I just want to know if this approach is a good solution. Please let me know
if there is a better way of resolving this issue. The downside if this
approach is when the user modifies the data. The problems are as follows.

1. If the user has edited the data i will have to find out which chunk he
has modified, serialize and compress only that portion of the data. I don't
want to serialize all the chunks of data if the user just modifies only one
chunk of the data. Though i can use some kind of identifier to identify the
chunk the process may be cumbersome.

2. Even If the user just modifies one record i will have to serialize and
compress 5000 records not matter what, which is kind of bad.
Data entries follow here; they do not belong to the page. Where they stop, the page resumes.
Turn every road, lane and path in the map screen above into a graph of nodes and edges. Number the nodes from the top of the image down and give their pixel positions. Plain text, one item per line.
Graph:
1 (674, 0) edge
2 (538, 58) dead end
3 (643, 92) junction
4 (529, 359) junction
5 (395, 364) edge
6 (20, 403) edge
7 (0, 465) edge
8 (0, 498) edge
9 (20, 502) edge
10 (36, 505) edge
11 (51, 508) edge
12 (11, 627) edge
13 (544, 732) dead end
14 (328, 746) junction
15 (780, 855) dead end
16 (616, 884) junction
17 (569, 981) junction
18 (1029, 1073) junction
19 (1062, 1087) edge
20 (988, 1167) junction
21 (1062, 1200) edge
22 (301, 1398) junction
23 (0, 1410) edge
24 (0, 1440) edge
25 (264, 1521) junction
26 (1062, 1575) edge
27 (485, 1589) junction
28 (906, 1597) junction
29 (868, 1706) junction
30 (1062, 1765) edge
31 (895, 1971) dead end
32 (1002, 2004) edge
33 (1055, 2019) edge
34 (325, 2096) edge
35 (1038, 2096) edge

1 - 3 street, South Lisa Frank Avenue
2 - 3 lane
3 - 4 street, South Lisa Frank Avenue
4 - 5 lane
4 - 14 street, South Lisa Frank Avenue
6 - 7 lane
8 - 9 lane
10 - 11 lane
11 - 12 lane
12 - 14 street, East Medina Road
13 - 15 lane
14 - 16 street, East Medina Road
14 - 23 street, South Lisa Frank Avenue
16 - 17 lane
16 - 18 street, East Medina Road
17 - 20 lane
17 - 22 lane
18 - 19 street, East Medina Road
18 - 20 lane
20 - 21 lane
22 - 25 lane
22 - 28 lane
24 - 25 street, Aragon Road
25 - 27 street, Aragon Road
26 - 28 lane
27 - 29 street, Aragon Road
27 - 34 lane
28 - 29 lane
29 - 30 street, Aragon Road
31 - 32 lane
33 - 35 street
I am not sure as to how to tackle these problem and will greatly apperciate
if you help me out.

Thanks a lot for the help.

Bala

Jan 27 '06 #1

Subscribe Reply

1451

Peter Rilling

Here are some questions.

1) Will the snapshots exists forever or only while they are being worked
on? Will you be able to delete the snapshots at some point in time?
2) How many users are expected to make snapshots at around the same time?
3) Are the snapshots only for viewing or will the user be making changes as
well?
4) If the user can make changes to a snapshot, where will those changes
persist? Will they be pushed back to the main take that the snapshot came
from?

"Bala Nagarajan" <ba********@new sgroups.nospam> wrote in message
news:%2******** ********@TK2MSF TNGP10.phx.gbl. ..

Hello,

We are developing an application (Windows forms) that allows users to take
a snapshot of the some database tables and save them another set set of
tables (called Model tables)and work with them . Since the data that goes
into model tables are huge (in the order of 30000 records for each table)
we envisaged that we are going to run out of database space if more users
start hitting our application database. To solve this problem i suggetsed
to split the records that go into the model tables in chunks of say 5000
,binary serialize the data, compress it and store the compressed form of
the data in a blob field in the database. Of course the application will
have to the reverse : decompress, deserialize and then render data to GUI.
This proces does incur overhead because of the intermediate operations
but i thought it is worth implementing since it can save us atleast 60-70%
of space which i guess is pretty signifcant. Also the time taken to
retrieve 6 records (instead of 30000) from the database which contains
30000 records in serialized format will be much efficient and faster.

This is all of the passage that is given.